David Vann s’attendrit. Aquarium, le cinquième roman de l’écrivain qui vit désormais entre l’Europe et la Nouvelle-Zélande, baigne dans une lumière inédite qui marque une nouvelle orientation après quatre romans, quatre drames familiaux d’une noirceur sauvage. Premier changement : le décor. Le natif de l’Alaska où se déroulaient deux de ses premiers livres, dont Sukkwan Island (prix Médicis étranger 2010) qui lui a valu une consécration internationale, quitte les grands espaces naturels pour une métropole, Seattle. Caitlin, 12 ans, et sa mère, Sheri, vivent dans une banlieue de la grande ville portuaire, dans des logements sociaux au-dessous d’un couloir aérien et au milieu d’une zone de béton et de parkings qui, sous la neige et le froid de décembre, paraît à première vue à peine moins inhospitalière que les îles froides de Désolations ou les vallées californiennes écrasées de soleil d’Impurs (repris dans la collection "Totem").

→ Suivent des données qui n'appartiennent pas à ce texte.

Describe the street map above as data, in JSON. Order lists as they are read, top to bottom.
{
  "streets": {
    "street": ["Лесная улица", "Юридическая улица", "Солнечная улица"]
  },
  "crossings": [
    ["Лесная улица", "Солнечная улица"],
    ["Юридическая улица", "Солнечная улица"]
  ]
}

La mère s’épuise dans "un travail physique et sans qualification" sur les docks des conteneurs. Elle conduit une vieille Thunderbird et sort avec Steve, un informaticien qui joue de l’harmonica, un type sympa et solide. "Quel est ton poisson préféré ?" est la première question que pose à ses interlocuteurs la fillette qui passe tous ses après-midi de la semaine, après l’école, devant les bassins de l’aquarium municipal, rêvant devant les poissons tropicaux de devenir ichtyologiste. Elle fait là la connaissance d’un vieil homme qui s’avère être son grand-père maternel. Mais l’irruption de ce grand-père inconnu réveille un passé refoulé et déclenche la fureur de la mère qui non seulement ne veut pas que son géniteur revienne dans leur vie mais qui se sent trahie par sa propre fille désireuse de réconcilier tout le monde. On reconnaît bien sûr les thèmes chers à David Vann - la famille abîmée, le huis clos parent-enfant asphyxiant -, mais ce qui est nouveau, c’est l’amour simple et sécurisant qui lie la mère et la fille au début du récit raconté par Caitlin, vingt ans plus tard.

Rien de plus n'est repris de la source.